Comment 18 Benjamin Ariel Nava Martinez 2014-02-07 17:45:14 UTC

So, are there any workarounds for this yet? I'm running a server and I can't disable selinux, but it's hard to manage a very large number of images without any thumbnails.

Comment 19 Miroslav Grepl 2014-02-11 17:19:22 UTC

Try to use the lastest F20 policy.

http://koji.fedoraproject.org/koji/buildinfo?buildID=495907

Comment 20 Adrián Reboreda Martínez 2014-02-14 20:42:47 UTC

Yep it works!

I've installed both the selinux-policy and selinux-policy-targeted

# yum localinstall --nogpgcheck http://kojipkgs.fedoraproject.org//packages/selinux-policy/3.12.1/124.fc20/noarch/selinux-policy-3.12.1-124.fc20.noarch.rpm http://kojipkgs.fedoraproject.org//packages/selinux-policy/3.12.1/124.fc20/noarch/selinux-policy-targeted-3.12.1-124.fc20.noarch.rpm

And now tumblerd works without problem.

Thanks a lot!

Comment 21 Benjamin Ariel Nava Martinez 2014-02-15 06:33:01 UTC

Thanks for confirming! I'll just wait until it's pushed to the updates repo. Saludos!

Comment 22 Fedora Update System 2014-02-18 22:08:52 UTC

selinux-policy-3.12.1-126.fc20 has been submitted as an update for Fedora 20.
https://admin.fedoraproject.org/updates/selinux-policy-3.12.1-126.fc20

Comment 23 Benjamin Ariel Nava Martinez 2014-02-20 05:08:16 UTC

I'll provide feedback when it becomes available at my local (mx) mirror. Thanks.

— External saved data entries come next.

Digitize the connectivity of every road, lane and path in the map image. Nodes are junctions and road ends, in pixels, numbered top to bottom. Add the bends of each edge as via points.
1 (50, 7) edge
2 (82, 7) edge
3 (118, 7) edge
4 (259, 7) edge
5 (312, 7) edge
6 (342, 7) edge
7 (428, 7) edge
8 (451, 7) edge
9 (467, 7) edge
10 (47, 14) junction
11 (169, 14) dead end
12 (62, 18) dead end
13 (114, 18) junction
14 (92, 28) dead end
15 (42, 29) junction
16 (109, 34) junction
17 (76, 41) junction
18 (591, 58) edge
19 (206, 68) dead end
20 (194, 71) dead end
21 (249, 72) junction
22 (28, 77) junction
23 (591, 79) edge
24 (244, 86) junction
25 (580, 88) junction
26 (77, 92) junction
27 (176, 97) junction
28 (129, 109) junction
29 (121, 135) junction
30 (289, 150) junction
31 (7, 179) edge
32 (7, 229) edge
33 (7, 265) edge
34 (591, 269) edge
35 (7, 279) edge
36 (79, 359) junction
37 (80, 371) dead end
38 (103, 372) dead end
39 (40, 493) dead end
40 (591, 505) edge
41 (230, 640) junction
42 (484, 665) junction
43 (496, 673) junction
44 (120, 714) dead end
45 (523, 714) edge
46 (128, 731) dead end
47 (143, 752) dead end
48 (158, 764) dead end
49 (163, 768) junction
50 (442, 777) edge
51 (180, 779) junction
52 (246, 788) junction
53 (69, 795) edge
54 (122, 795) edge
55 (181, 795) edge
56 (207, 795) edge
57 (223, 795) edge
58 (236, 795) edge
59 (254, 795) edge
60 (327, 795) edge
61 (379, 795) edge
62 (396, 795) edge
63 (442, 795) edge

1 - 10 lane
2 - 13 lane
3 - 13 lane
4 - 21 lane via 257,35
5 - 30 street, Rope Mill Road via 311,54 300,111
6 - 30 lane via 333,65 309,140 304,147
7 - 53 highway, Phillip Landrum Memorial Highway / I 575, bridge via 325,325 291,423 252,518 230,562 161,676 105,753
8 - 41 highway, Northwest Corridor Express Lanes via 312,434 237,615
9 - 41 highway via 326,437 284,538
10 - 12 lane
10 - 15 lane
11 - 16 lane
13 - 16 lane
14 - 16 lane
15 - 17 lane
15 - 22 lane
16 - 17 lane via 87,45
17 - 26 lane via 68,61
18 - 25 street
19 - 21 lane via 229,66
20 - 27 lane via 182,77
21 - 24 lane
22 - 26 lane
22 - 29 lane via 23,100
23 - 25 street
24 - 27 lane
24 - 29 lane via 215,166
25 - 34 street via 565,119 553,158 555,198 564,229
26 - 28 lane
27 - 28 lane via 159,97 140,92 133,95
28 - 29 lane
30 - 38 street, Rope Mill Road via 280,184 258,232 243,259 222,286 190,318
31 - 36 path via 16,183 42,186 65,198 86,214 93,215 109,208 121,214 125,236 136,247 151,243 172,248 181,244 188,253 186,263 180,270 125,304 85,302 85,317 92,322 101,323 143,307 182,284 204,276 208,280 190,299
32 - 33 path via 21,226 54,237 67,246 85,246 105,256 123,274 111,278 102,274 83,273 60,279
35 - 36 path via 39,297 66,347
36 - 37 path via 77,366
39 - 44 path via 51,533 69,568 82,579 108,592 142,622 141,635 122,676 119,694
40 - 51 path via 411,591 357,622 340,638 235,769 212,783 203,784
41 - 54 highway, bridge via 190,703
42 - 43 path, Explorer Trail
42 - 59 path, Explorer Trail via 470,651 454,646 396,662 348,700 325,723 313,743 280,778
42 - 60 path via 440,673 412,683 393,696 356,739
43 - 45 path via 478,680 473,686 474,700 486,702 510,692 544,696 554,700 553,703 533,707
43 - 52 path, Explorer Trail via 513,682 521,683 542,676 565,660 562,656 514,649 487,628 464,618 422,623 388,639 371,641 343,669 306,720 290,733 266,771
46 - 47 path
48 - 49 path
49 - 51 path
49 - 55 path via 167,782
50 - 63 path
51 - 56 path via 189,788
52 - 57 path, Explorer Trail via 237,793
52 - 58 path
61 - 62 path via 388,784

Comment 24 Fedora Update System 2014-02-22 00:41:00 UTC

Package selinux-policy-3.12.1-126.fc20:
* should fix your issue,
* was pushed to the Fedora 20 testing repository,
* should be available at your local mirror within two days.
Update it with:
# su -c 'yum update --enablerepo=updates-testing selinux-policy-3.12.1-126.fc20'
as soon as you are able to.
Please go to the following url:
https://admin.fedoraproject.org/updates/FEDORA-2014-2801/selinux-policy-3.12.1-126.fc20
then log in and leave karma (feedback).

Comment 25 Fedora Update System 2014-02-26 13:48:37 UTC

Package selinux-policy-3.12.1-127.fc20:
* should fix your issue,
* was pushed to the Fedora 20 testing repository,
* should be available at your local mirror within two days.
Update it with:
# su -c 'yum update --enablerepo=updates-testing selinux-policy-3.12.1-127.fc20'
as soon as you are able to.
Please go to the following url:
https://admin.fedoraproject.org/updates/FEDORA-2014-2801/selinux-policy-3.12.1-127.fc20
then log in and leave karma (feedback).

Comment 26 Fedora Update System 2014-03-12 12:17:07 UTC

selinux-policy-3.12.1-127.fc20 has been pushed to the Fedora 20 stable repository.  If problems still persist, please make note of it in this bug report.